I sense him smiling the exact moment he knows he’s about to push me over the edge. Flattening his tongue, he sends me tumbling off the cliff I’m barely holding onto. Grabbing the headboard with both hands, I scream his name and melt into violent tremors.
As I force air into my lungs, he slides up my legs, trailing kisses up the middle of my stomach. “Your scars are beautiful,” he repeats.
* * *
I scan the room until my eyes find their intended target: a red dress tossed carelessly on the floor beside the bed. Dressing as best I can, I grab my phone and purse and sit on the couch with my head in my hand as I dial.
“Is it all I’ve ever dreamed of and six inches more, baby doll?” Gage answers sleepily.
“Not now, okay? Can you borrow a car and come get me? I can’t take a cab. I’ll explain when I see you. I’m at the Jameson Hotel in SoHo.”
After a few more choice words from my best friend, I hang up and drop my face into my hands.
“It’s five o’clock in the morning.” I glance up to find Julian leaning against the doorframe of the bedroom, wearing an irritated scowl. “You were just going to bounce without saying anything?”
Pulling legs close, I hug my knees like an anchor. “I’m sorry.”
“I thought we were past this, Phoebe.”
Words fail me again, and I stare at my toes like an idiot. Every few seconds, I glance up to find him deep in thought, so I keep my mouth shut and wait for him to say whatever it is he needs to say.
I deserve it.
Sleeping with him is a line I should’ve never crossed.
The waiting is killing me, so I try appeasing my own insecurities by transforming myself from a spastic one night stand into his appointed, break of dawn autobiographer in the blink of an eye.
“Where did the name Lords of Lyre come from?”
He cocks an eyebrow. “Are we really doing thisnow?”
“Humor me, okay?” I plead. “I’m trying not to have an anxiety attack here.”
He studies me for a moment. “It’s from an eleventh grade high school mythology lesson.” Abruptly abandoning his irritation, he grins as he geeks out. “There was a journal piece written in the fifties about Greek civilization calledHymns That Are Lords of the Lyre. It argued that the loss of music impacts all parts of life. There’s a specific passage that states music existed everywhere in ancient Greek life, and nothing, even dramatic performances, poetry readings, religious gatherings, social functions, or sporting events could function without it.”
“You’ve had that whole passage memorized since eleventh grade?” I tease.

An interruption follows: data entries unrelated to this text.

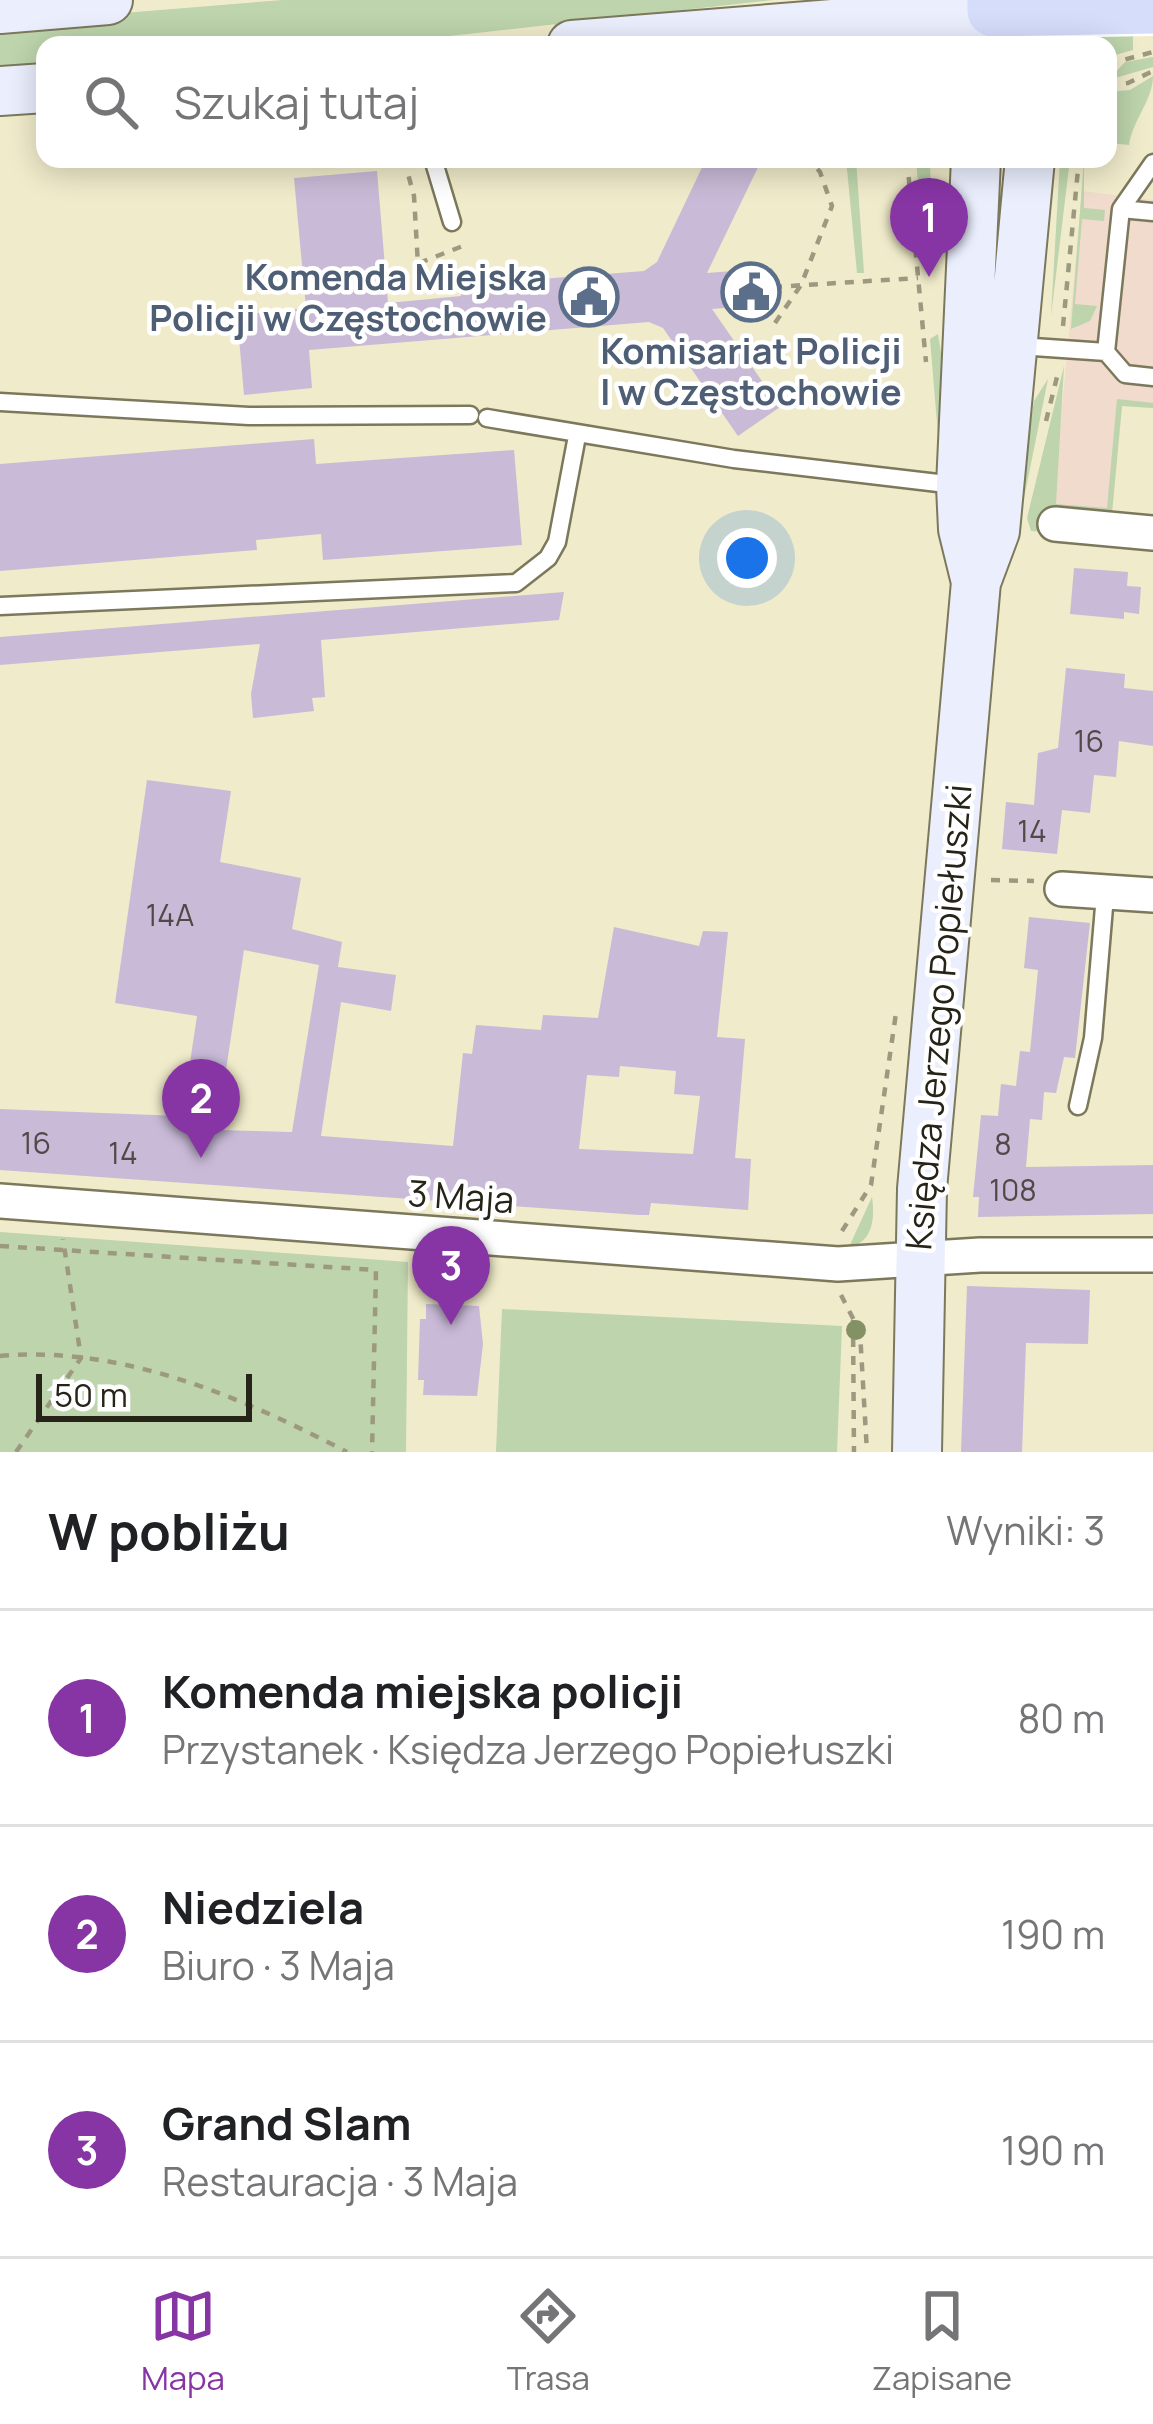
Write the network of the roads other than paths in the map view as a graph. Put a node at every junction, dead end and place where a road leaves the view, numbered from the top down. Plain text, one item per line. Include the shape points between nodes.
1 (108, 0) edge
2 (1153, 8) edge
3 (0, 9) edge
4 (1017, 19) edge
5 (852, 34) edge
6 (801, 36) edge
7 (36, 89) edge
8 (0, 91) edge
9 (1153, 163) edge
10 (437, 168) edge
11 (976, 168) edge
12 (1029, 168) edge
13 (1121, 209) junction
14 (1153, 212) edge
15 (452, 222) dead end
16 (1012, 345) junction
17 (1106, 352) junction
18 (1153, 377) edge
19 (0, 402) edge
20 (577, 436) junction
21 (962, 485) junction
22 (1055, 524) dead end
23 (1153, 533) edge
24 (976, 582) junction
25 (0, 606) edge
26 (1062, 889) road end
27 (1112, 894) junction
28 (1153, 895) edge
29 (1078, 1106) dead end
30 (0, 1202) edge
31 (1153, 1255) edge
32 (917, 1258) junction
33 (917, 1452) edge

1 - 3 main road
2 - 4 main road
4 - 5 main road
5 - 6 main road
7 - 8 main road
9 - 13 lane
10 - 15 lane
11 - 21 main road, Księdza Jerzego Popiełuszki
12 - 16 main road, Księdza Jerzego Popiełuszki
13 - 14 lane
13 - 17 lane
16 - 17 lane
16 - 24 main road, Księdza Jerzego Popiełuszki via 995,531
17 - 18 lane via 1125,374
19 - 20 lane via 249,416 478,416
20 - 21 lane
20 - 25 lane via 557,542 516,583
21 - 24 main road, Księdza Jerzego Popiełuszki
22 - 23 street
24 - 32 main road, Księdza Jerzego Popiełuszki
26 - 27 street
27 - 28 street
27 - 29 lane
30 - 32 street, 3 Maja via 838,1264
31 - 32 street, 3 Maja
32 - 33 main road, Księdza Jerzego Popiełuszki

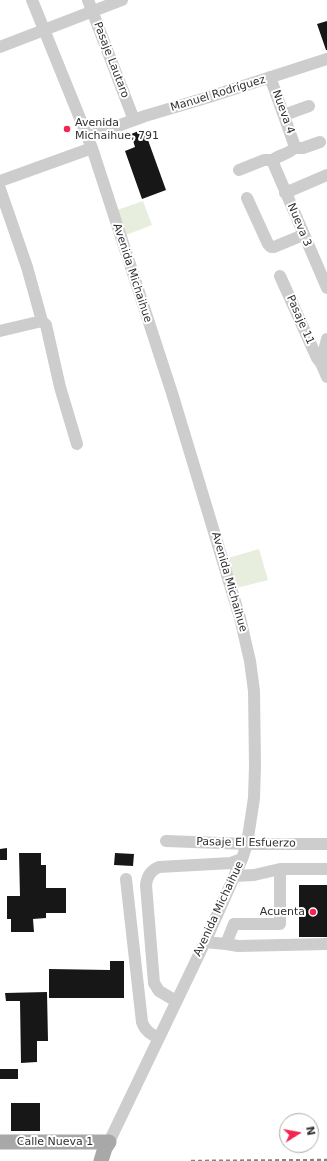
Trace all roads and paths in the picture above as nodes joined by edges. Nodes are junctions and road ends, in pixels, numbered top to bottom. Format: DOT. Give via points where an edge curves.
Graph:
graph roads {
  1 [pos="32,0"];
  2 [pos="122,0"];
  3 [pos="90,6"];
  4 [pos="44,30"];
  5 [pos="0,47"];
  6 [pos="326,63"];
  7 [pos="270,77"];
  8 [pos="309,106"];
  9 [pos="284,114"];
  10 [pos="134,120"];
  11 [pos="89,142"];
  12 [pos="320,142"];
  13 [pos="294,148"];
  14 [pos="273,160"];
  15 [pos="239,170"];
  16 [pos="327,175"];
  17 [pos="0,181"];
  18 [pos="0,189"];
  19 [pos="285,192"];
  20 [pos="247,198"];
  21 [pos="303,235"];
  22 [pos="280,276"];
  23 [pos="327,288"];
  24 [pos="42,321"];
  25 [pos="0,331"];
  26 [pos="327,339"];
  27 [pos="321,363"];
  28 [pos="327,377"];
  29 [pos="77,444"];
  30 [pos="166,841"];
  31 [pos="247,844"];
  32 [pos="327,844"];
  33 [pos="242,859"];
  34 [pos="280,869"];
  35 [pos="327,869"];
  36 [pos="235,876"];
  37 [pos="126,879"];
  38 [pos="205,942"];
  39 [pos="226,944"];
  40 [pos="327,944"];
  41 [pos="176,1001"];
  42 [pos="158,1038"];
  43 [pos="0,1142"];
  44 [pos="110,1142"];
  45 [pos="101,1161"];
  1 -- 4 [label="street, Avenida Michaihue"];
  2 -- 3 [label="street"];
  3 -- 4 [label="street"];
  3 -- 10 [label="street, Pasaje Lautaro"];
  4 -- 5 [label="street"];
  4 -- 11 [label="street, Avenida Michaihue"];
  6 -- 7 [label="street, Manuel Rodríguez"];
  7 -- 9 [label="street, Nueva 4"];
  7 -- 10 [label="street, Manuel Rodríguez"];
  8 -- 9 [label="street"];
  9 -- 13 [label="street, Nueva 4"];
  10 -- 11 [label="street, Manuel Rodríguez"];
  11 -- 17 [label="street, Manuel Rodríguez"];
  11 -- 31 [label="street, Avenida Michaihue" via="172,393 244,633 251,669 254,706 255,782"];
  12 -- 13 [label="street" via="303,148"];
  13 -- 14 [label="street"];
  14 -- 15 [label="street" via="264,160"];
  14 -- 19 [label="street, Nueva 3"];
  16 -- 19 [label="street"];
  18 -- 24 [label="street"];
  19 -- 21 [label="street, Nueva 3"];
  20 -- 21 [label="street" via="271,247"];
  21 -- 23 [label="street, Nueva 3"];
  22 -- 27 [label="street, Pasaje 11"];
  24 -- 25 [label="street"];
  24 -- 29 [label="street" via="46,325 60,387"];
  26 -- 27 [label="street"];
  27 -- 28 [label="street, Pasaje 11"];
  30 -- 31 [label="street, Pasaje El Esfuerzo"];
  31 -- 32 [label="street, Pasaje El Esfuerzo"];
  31 -- 33 [label="street, Avenida Michaihue"];
  33 -- 36 [label="street, Avenida Michaihue"];
  33 -- 41 [label="street" via="231,863 160,867 148,876 146,885 154,983 159,991"];
  34 -- 35 [label="street"];
  34 -- 36 [label="street"];
  34 -- 39 [label="street" via="280,924 234,924"];
  36 -- 38 [label="street, Avenida Michaihue"];
  37 -- 42 [label="street" via="142,1022 144,1027"];
  38 -- 39 [label="street"];
  38 -- 41 [label="street, Avenida Michaihue"];
  39 -- 40 [label="street"];
  41 -- 42 [label="street, Avenida Michaihue"];
  42 -- 44 [label="street, Avenida Michaihue"];
  43 -- 44 [label="main road, Calle Nueva 1"];
  44 -- 45 [label="main road, Avenida Michaihue"];
}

His cheeks flush. “Yeah, but I bombed chemistry. We’re all mythology geeks at heart. I remember coming home and reciting that entire passage to my mom. I think she was just shocked I’d actually learned something after hanging out with Zane.” He chuckles to himself.
“What’s so funny?”
“After that, my mom stopped harping on me about playing the guitar all the time.” He scratches his thickening beard. “She wasn’t against it—she just thought it interfered with school too much. The fact that I could memorize all that, and ace an English exam, calmed her down about my future.”
“What did your dad say?”
His smile fades, and he fidgets with the loose threads on the chair. “My dad died when I was three.”
“I’m sorry.”
“Don’t be. I don’t remember him much. He died in a parachuting accident during a routine plane jump,” he explains. “We were based at McGuire Air Force Base in Hanover, right outside of Trenton. When Dad died, Mom moved Ryker and me to Bergen County to be near her family. We’ve been there ever since.”
“Ryker?”
“My little brother. He was a baby when Dad died, so he has no memory of him at all. Mom was adamant about keeping his memory alive for us, so we’d go out to the field behind the house every military holiday and stick little flags everywhere. You couldn’t even see grass. She called it our Field of Honor.”